Deep tissue massage

Most people have a pretty good idea of what massage is – someone puts their hands on you and uses touch in a focused way to heal, relax you and generally make you feel better.  There are many different techniques and traditions.  My work, like most in the West, is based on Swedish massage.

What deep tissue massage is

Deep tissue massage (DTM), or remedial massage, is designed to release restricted muscles and joints and reduce pain, rather than just the pure relaxation you expect from a spa massage.   There is no clear line between ‘normal’ and remedial massage.  The deeper work aims to reduce pain, improve muscle structure and reduce the effect of injury.  Forget ‘no pain, no gain – this is not ‘hard’ massage.  We gradually work through layers of tissue to reach the restricted areas.  Without this the body will resist and it’ll just hurt, without creating the long-term change you need.

What happens

A good deep tissue massage starts by softening the more superficial tissue and then ‘leaning in’ to the deeper layers in a variety of ways.  These might simply involve slower, deeper massage, using elbows, thumbs or fists; pressing deep into specific points to change the pain response and promote healing; using related techniques such as resisted contraction or stretches, to change the ability of muscles to lengthen.

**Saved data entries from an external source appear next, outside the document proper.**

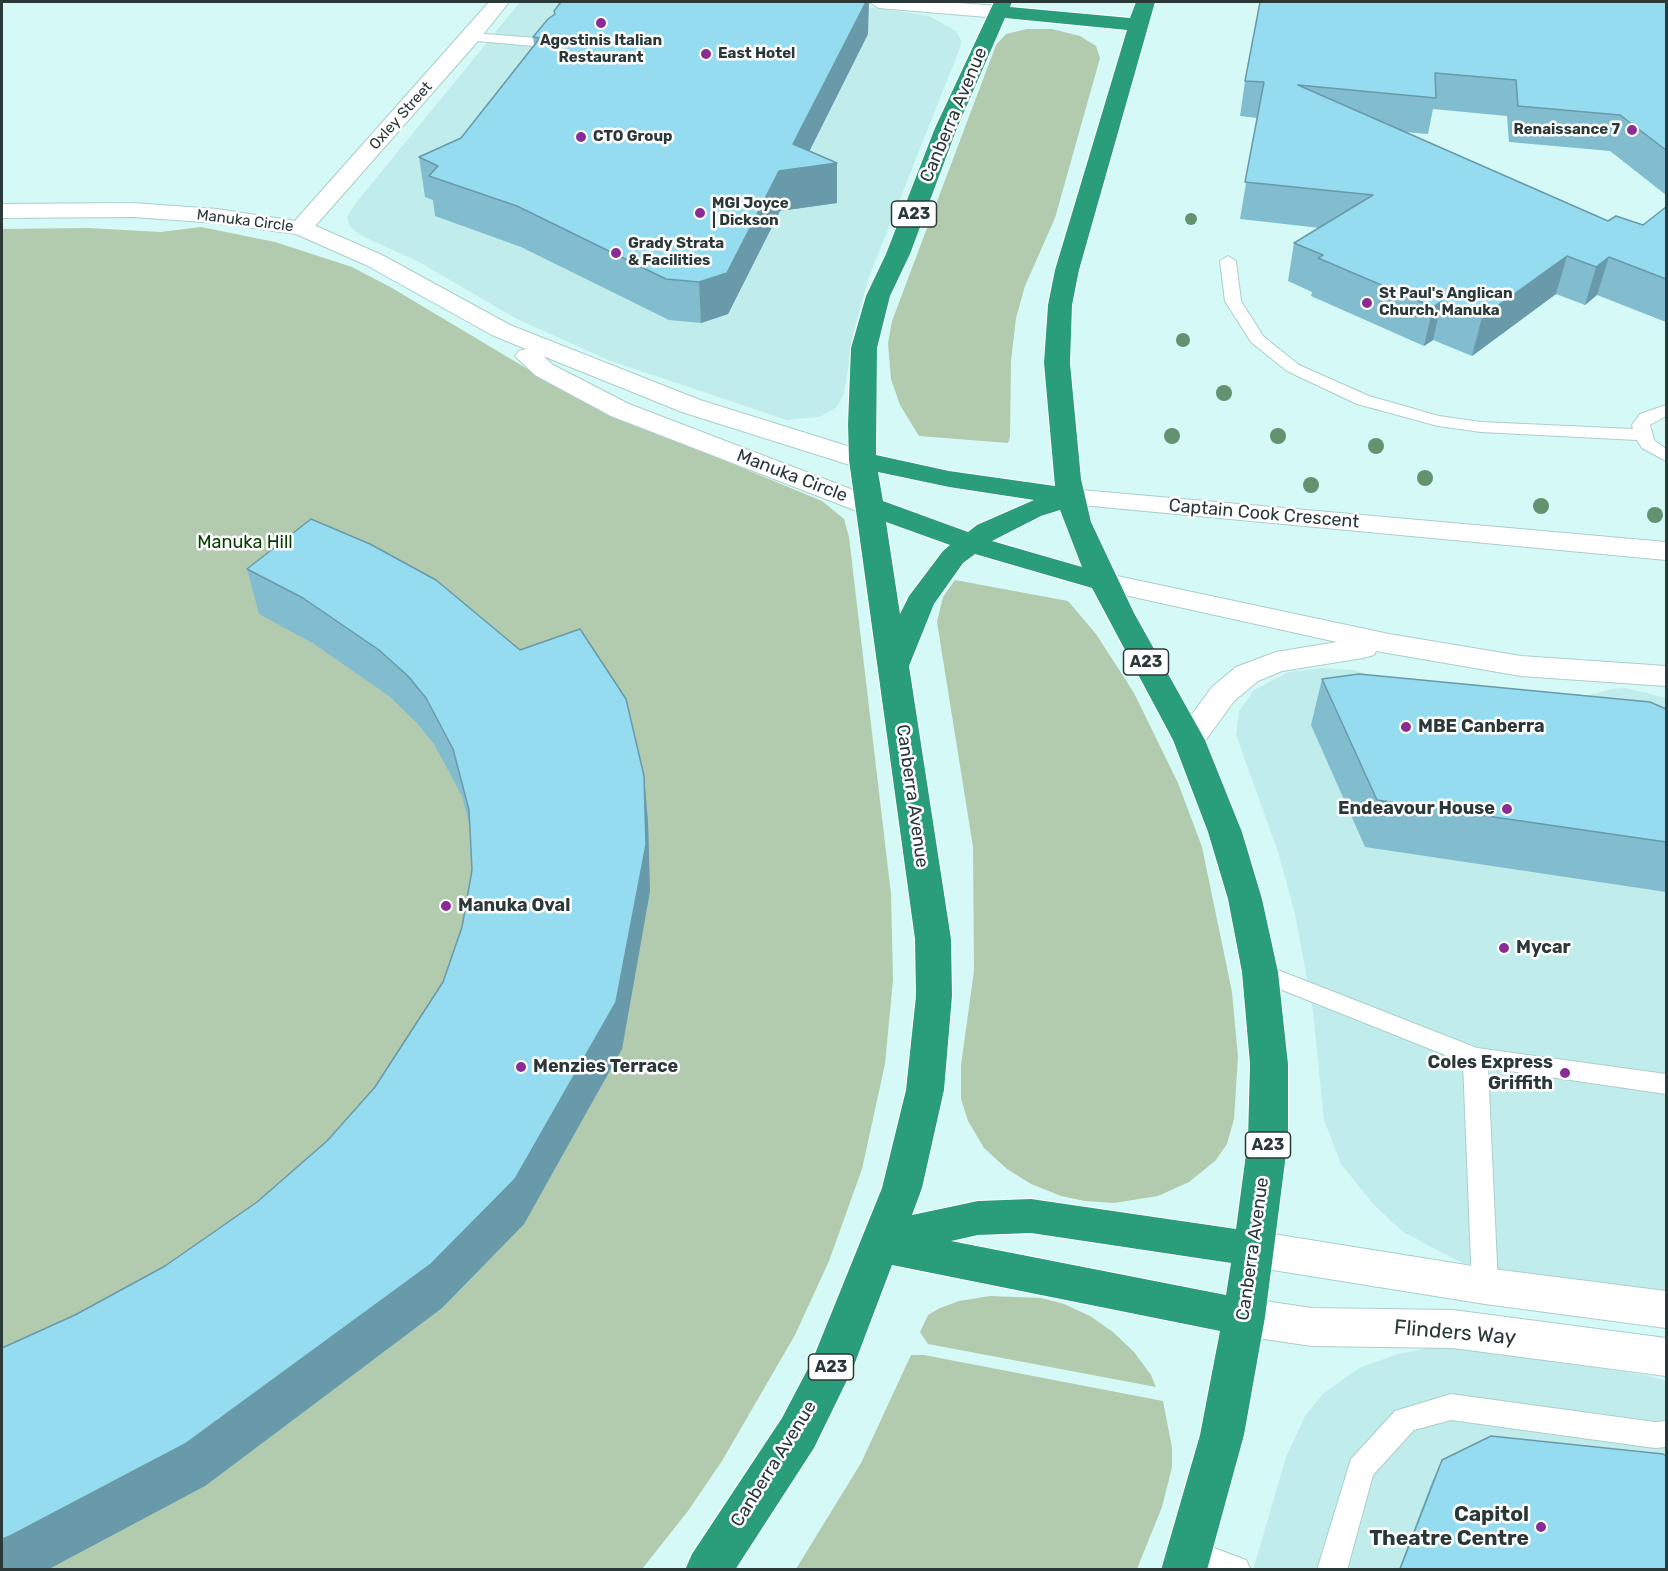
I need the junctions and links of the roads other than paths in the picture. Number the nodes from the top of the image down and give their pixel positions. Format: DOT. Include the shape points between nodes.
graph roads {
  1 [pos="499,2"];
  2 [pos="879,2"];
  3 [pos="1001,7"];
  4 [pos="1142,13"];
  5 [pos="471,37"];
  6 [pos="551,50"];
  7 [pos="2,211"];
  8 [pos="301,228"];
  9 [pos="1228,261"];
  10 [pos="501,330"];
  11 [pos="1666,410"];
  12 [pos="1642,435"];
  13 [pos="1666,456"];
  14 [pos="863,460"];
  15 [pos="1070,497"];
  16 [pos="872,507"];
  17 [pos="969,542"];
  18 [pos="1666,551"];
  19 [pos="1103,582"];
  20 [pos="1389,644"];
  21 [pos="893,666"];
  22 [pos="1666,676"];
  23 [pos="1190,740"];
  24 [pos="1260,972"];
  25 [pos="1475,1057"];
  26 [pos="1666,1084"];
  27 [pos="883,1242"];
  28 [pos="1254,1249"];
  29 [pos="1485,1286"];
  30 [pos="1666,1310"];
  31 [pos="1244,1317"];
  32 [pos="1487,1334"];
  33 [pos="1666,1357"];
  34 [pos="1666,1434"];
  35 [pos="1187,1561"];
  36 [pos="708,1569"];
  37 [pos="1236,1569"];
  38 [pos="1332,1569"];
  1 -- 5 [label="street, Oxley Street"];
  2 -- 3 [label="street"];
  3 -- 4 [label="highway"];
  3 -- 14 [label="highway, Canberra Avenue / A23" via="946,128 870,322 864,348"];
  4 -- 15 [label="highway, Canberra Avenue / A23" via="1060,305 1058,363"];
  5 -- 6 [label="lane" via="537,42"];
  5 -- 8 [label="street, Oxley Street"];
  7 -- 8 [label="street, Manuka Circle" via="133,210"];
  8 -- 10 [label="street, Manuka Circle" via="374,260"];
  9 -- 12 [label="lane" via="1233,301 1257,339 1293,368 1363,400 1438,421 1481,427"];
  10 -- 14 [label="street, Manuka Circle" via="691,406"];
  10 -- 16 [label="street, Manuka Circle" via="544,370 620,410"];
  11 -- 12 [label="lane" via="1646,418 1641,425"];
  12 -- 13 [label="lane"];
  14 -- 15 [label="highway, Captain Cook Crescent" via="949,479"];
  14 -- 16 [label="highway, Canberra Avenue / A23"];
  15 -- 17 [label="highway" via="1031,510"];
  15 -- 18 [label="street, Captain Cook Crescent"];
  15 -- 19 [label="highway, Canberra Avenue / A23"];
  16 -- 17 [label="highway, Manuka Circle"];
  16 -- 21 [label="highway, Canberra Avenue / A23"];
  17 -- 19 [label="highway, Manuka Circle"];
  17 -- 21 [label="highway" via="943,568 925,595"];
  19 -- 20 [label="street"];
  19 -- 23 [label="highway, Canberra Avenue / A23"];
  20 -- 22 [label="street" via="1521,666"];
  20 -- 23 [label="street" via="1310,655 1262,667 1228,689"];
  21 -- 27 [label="highway, Canberra Avenue / A23" via="933,939 934,996 925,1090 902,1188"];
  23 -- 24 [label="highway, Canberra Avenue / A23" via="1225,832 1245,899"];
  24 -- 25 [label="lane"];
  24 -- 28 [label="highway, Canberra Avenue / A23" via="1269,1064 1268,1139"];
  25 -- 26 [label="lane"];
  25 -- 29 [label="lane"];
  27 -- 28 [label="highway" via="978,1218 1031,1216"];
  27 -- 31 [label="highway"];
  27 -- 36 [label="highway, Canberra Avenue / A23" via="831,1368 798,1433"];
  28 -- 29 [label="street"];
  28 -- 31 [label="highway, Canberra Avenue / A23"];
  29 -- 30 [label="street"];
  29 -- 32 [label="street"];
  31 -- 32 [label="street, Flinders Way" via="1312,1327 1415,1327"];
  31 -- 35 [label="highway, Canberra Avenue / A23" via="1222,1435"];
  32 -- 33 [label="street, Flinders Way"];
  34 -- 38 [label="lane" via="1451,1407 1405,1420 1360,1468"];
  35 -- 37 [label="lane"];
}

Unlike MFR  (What to Expect – myofascial release therapy), most deep tissue massage uses a small amount of oil to lubricate the surface of the skin to reduce ‘drag’.  For this reason, if both deep tissue work and myofascial release are used in a treatment, massage will normally be towards the end of the session and will aim to enhance the earlier work helping it to ‘hold’ for longer after treatment.

DTM can be uncomfortable but most people describe this as a ‘good’ pain, the releasing sensation being very different from the pain caused by the restriction in the first place.  As with any treatment, if you feel the discomfort is too much or you’re really not happy with something I’m working on with you, just say so and we’ll adjust the technique, or stop if necessary.